Ahead of the Europe-Wide Day of Remembrance for the victims of all totalitarian and authoritarian regimes on 23 August, Vice-President for Values and Transparency Věra Jourová and Commissioner for Justice Didier Reynders issued the following statement:
“On 23 August, 81 years ago, the Molotov-Ribbentrop Pact plunged Europe into darkness. The agreement between Nazi Germany and the Soviet Union divided Central and Eastern Europe. It lead to the violation of the fundamental rights of millions of Europeans and it claimed the lives of millions more.
Every 23 August is a day to recall the lessons of this frightful past, to remember those who suffered at the hands of totalitarian and authoritarian regimes across our continent and to pay tribute to those who fought for a better future.

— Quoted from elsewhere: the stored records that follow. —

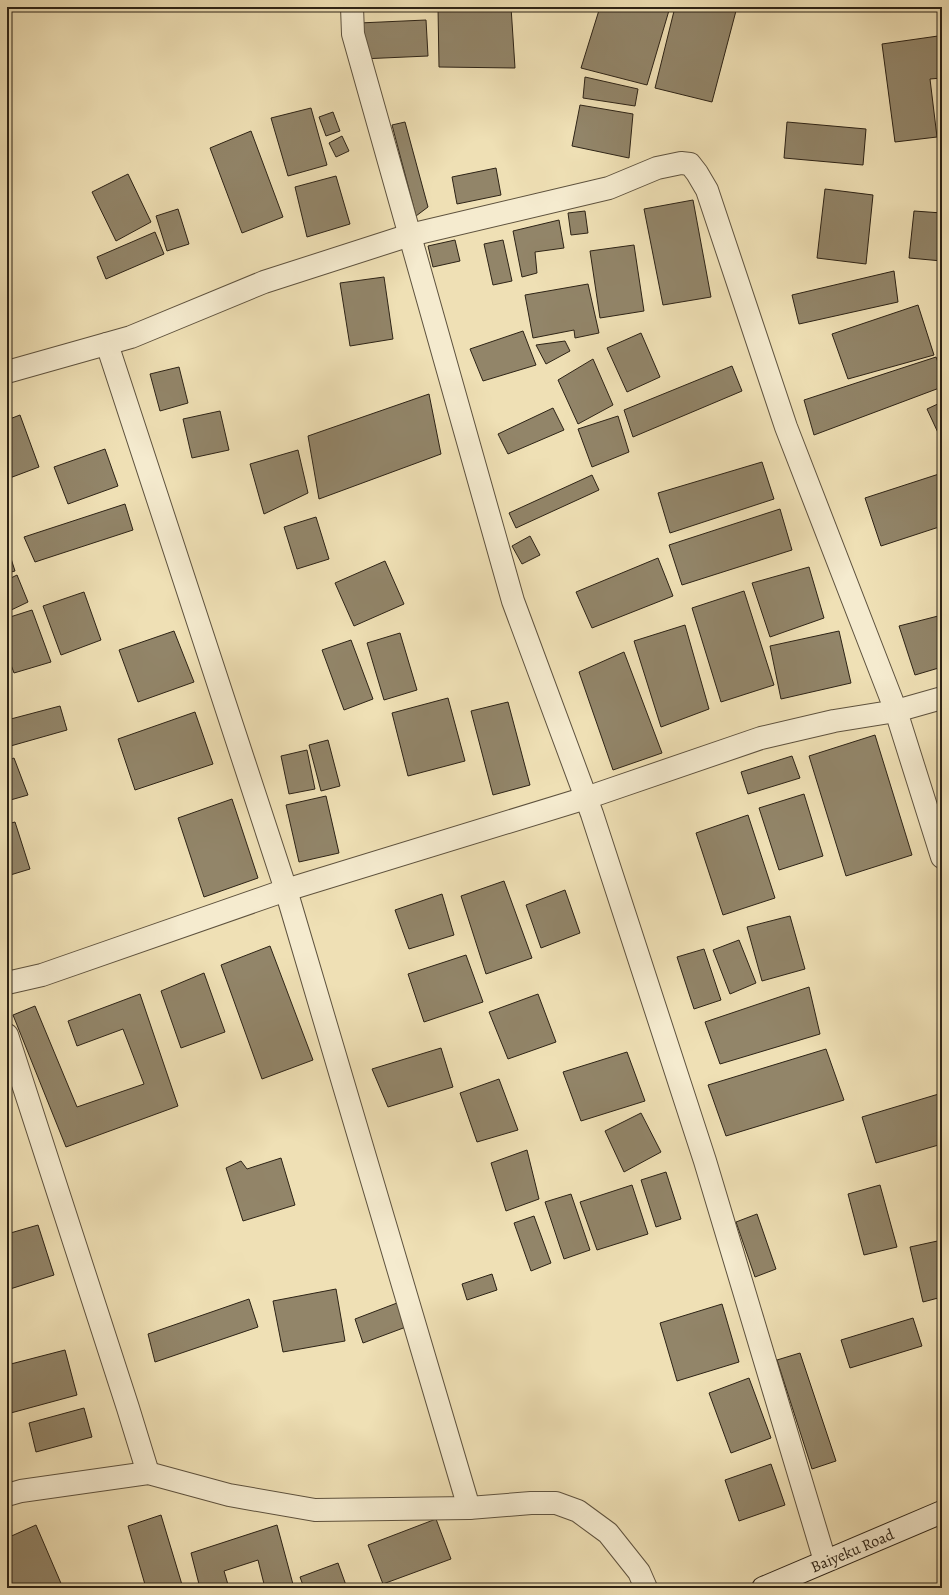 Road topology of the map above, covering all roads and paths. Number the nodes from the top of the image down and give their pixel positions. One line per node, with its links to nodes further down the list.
1 (352, 7): 2 (street)
2 (410, 235): 3 (street); 6 (street); 7 (street)
3 (107, 344): 4 (street); 9 (street)
4 (7, 372)
5 (942, 698): 6 (street)
6 (896, 711): 7 (street); 8 (street)
7 (586, 798): 9 (street); 16 (street)
8 (942, 857)
9 (286, 890): 10 (street); 14 (street)
10 (7, 983)
11 (7, 1036): 12 (street)
12 (148, 1473): 13 (street); 14 (street)
13 (7, 1495)
14 (469, 1508): 17 (street)
15 (942, 1512): 16 (street, Baiyeku Road)
16 (825, 1561): 18 (street, Baiyeku Road)
17 (646, 1588)
18 (763, 1588) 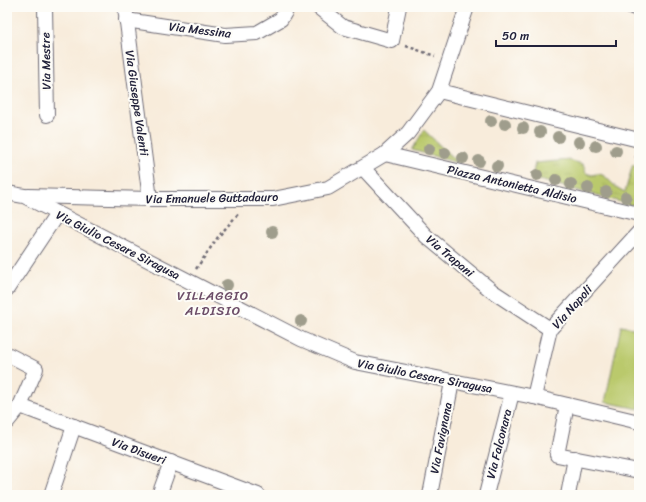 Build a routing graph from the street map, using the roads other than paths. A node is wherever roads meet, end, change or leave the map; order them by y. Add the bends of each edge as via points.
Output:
1 (45, 7) edge
2 (288, 7) edge
3 (318, 7) edge
4 (399, 7) edge
5 (467, 7) edge
6 (632, 7) edge
7 (639, 9) edge
8 (126, 13) edge
9 (440, 91) junction
10 (47, 115) dead end
11 (639, 140) edge
12 (385, 154) junction
13 (363, 168) junction
14 (7, 193) edge
15 (24, 196) junction
16 (150, 199) junction
17 (58, 214) junction
18 (639, 214) edge
19 (639, 232) edge
20 (7, 289) edge
21 (550, 330) junction
22 (7, 354) edge
23 (452, 382) junction
24 (512, 393) junction
25 (534, 397) junction
26 (567, 405) junction
27 (20, 406) junction
28 (7, 422) edge
29 (639, 422) edge
30 (74, 426) junction
31 (575, 458) junction
32 (171, 462) junction
33 (639, 471) edge
34 (51, 495) edge
35 (159, 495) edge
36 (258, 495) edge
37 (430, 495) edge
38 (486, 495) edge
39 (568, 495) edge

1 - 10 street, Via Mestre
2 - 8 street, Via Messina via 281,19 257,33 225,35
3 - 4 street via 343,27 392,41
5 - 9 street, Via Emanuele Guttadauro
6 - 7 street
8 - 16 street, Via Giuseppe Valenti
9 - 11 street
9 - 12 street, Via Emanuele Guttadauro via 408,133
12 - 13 street, Via Emanuele Guttadauro
12 - 18 street, Piazza Antonietta Aldisio
13 - 16 street, Via Emanuele Guttadauro via 328,188 273,199
13 - 21 street, Via Trapani via 426,236 492,291
14 - 15 street, Via Giulio Cesare Siragusa
15 - 16 street, Via Emanuele Guttadauro
15 - 17 street, Via Giulio Cesare Siragusa
17 - 20 street
17 - 23 street, Via Giulio Cesare Siragusa via 301,339 355,362
19 - 21 street, Via Napoli
21 - 25 street, Via Napoli
22 - 27 street via 36,369
23 - 24 street, Via Giulio Cesare Siragusa
23 - 37 street, Via Favignana
24 - 25 street, Via Giulio Cesare Siragusa
24 - 38 street, Via Falconara
25 - 26 street, Via Giulio Cesare Siragusa
26 - 29 street, Via Giulio Cesare Siragusa
26 - 31 street via 557,455
27 - 28 street
27 - 30 street, Via Disueri
30 - 32 street, Via Disueri
30 - 34 street
31 - 33 street
31 - 39 street
32 - 35 street
32 - 36 street, Via Disueri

Freedom from totalitarianism and authoritarianism is not a given. It is a hard-won way of life that we should cherish every day. We chose this freedom when we signed our European Treaties – the freedom to live in dignity, to choose how our nations are governed, and to determine our own future. We must continue to stand strong for these values.”
The Europe-Wide Day of Remembrance for the victims of all totalitarian and authoritarian regimes has been celebrated since 2009, when the European Parliament adopted a resolution calling for the “proclamation of 23 August as a Europe-wide Remembrance Day for the victims of all totalitarian and authoritarian regimes, to be commemorated with dignity and impartiality”.
It is an occasion to keep alive the memory of the victims, millions of whom continued to suffer long after the end of Wold War II and the defeat of the Nazi regime.
Through the Europe for citizens programme, the European Commission supports projects across Europe which address the history of totalitarian crimes and encourage remembrance.